Question about variables inside a kernel

Hello all!

I have create the following kernel:

global test(…) {

 unsigned char myVar[512];


In what kind memory is myVar allocated: registers, global, shared, or something else?

Thanks in advance!

If indexing into your array may be precomputed at compile-time it is highly likely that it will be placed in registers. Otherwise it will be placed in local memory (i.e. per-thread part of global memory).

Generally compiler seems to maximize usage of registers where possible (since they’re fast), but registers are not addressable, so it’s impossible to have indexed array in them.

Also, arrays of smilar size may be allocated in local memory because it will requre too much registers otherwise.

Variables without shared specifier are neer allocated in shared memory.

Best way to answer your question is to try and check resulting .cubin file for actual resource (registers, shared and local) usage by kernel.

I had the same doubt, so now I know. The problem I have relating to this, is that I need space (an array of floats, for example) to be used just inside the kernel (no transfers between host and device). I could think of a maximum size and declare it as a local variable (but this would limit input size of the program, etc). If I allocate the memory dynamically outside the kernel, I would be wasting less space. But since I imagine that local memory is optimized somehow (ie: it doesn’t use 512 * total threads, in the previous example, since there aren’t “total threads” executing simultaneously, just the maximum allowed in one warp).
So, any way to allocate memory dynamically outside the kernel call, and specify it will be used as local memory?

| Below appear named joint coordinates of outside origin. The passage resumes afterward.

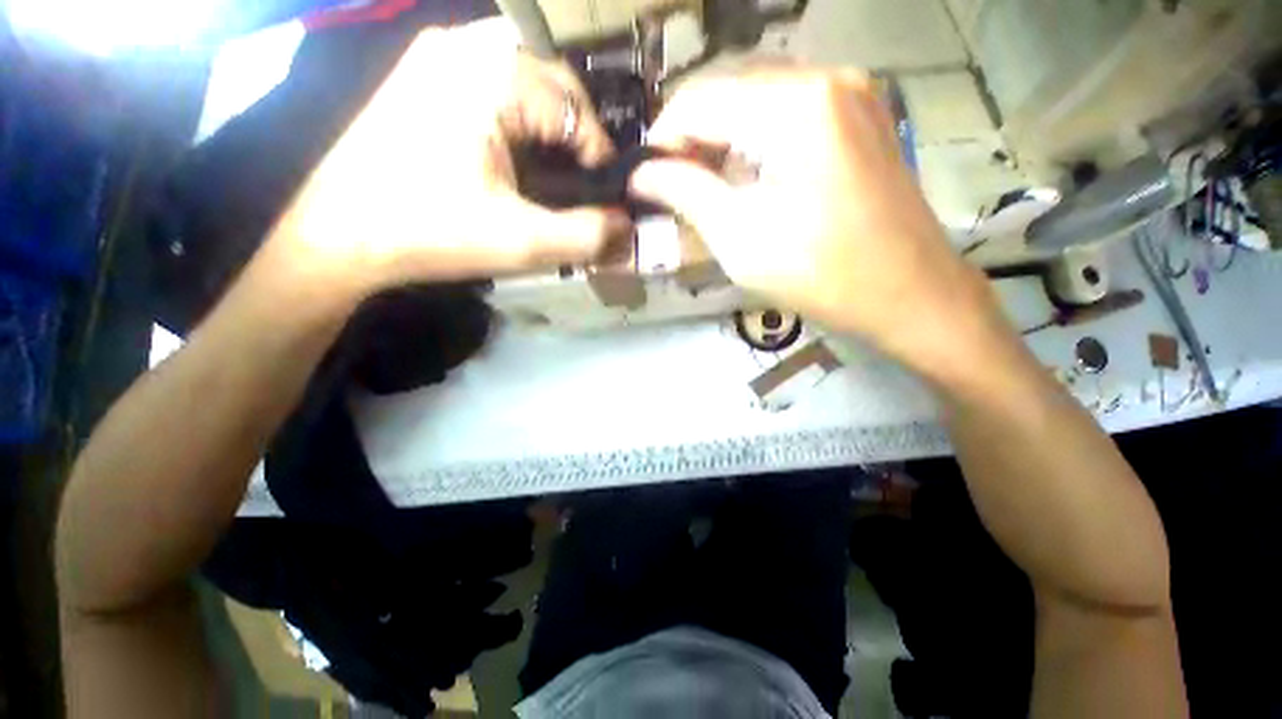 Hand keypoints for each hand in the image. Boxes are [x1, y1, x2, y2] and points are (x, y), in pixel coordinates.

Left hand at [274, 19, 631, 298]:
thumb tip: (628, 227)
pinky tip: (516, 154)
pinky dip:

Local memory is as slow as global memory, so you should avoid using it where possible. Check if you can benefit from using shared memory in your kernel.
I’m not aware about any ways to declare variable-sized arrays in kernel. You can, however, dynamically allocate device memory from host code and then use it from kernel.

You can only allocate shared memory dynamically outside of your kernel. Also local memory is not optimized as you think since your kernel does not run to completion for 1 warp at a time. All warps are ‘in flight’ on the multiprocessor, so each thread needs it own local memory

Ok, thanks for the information.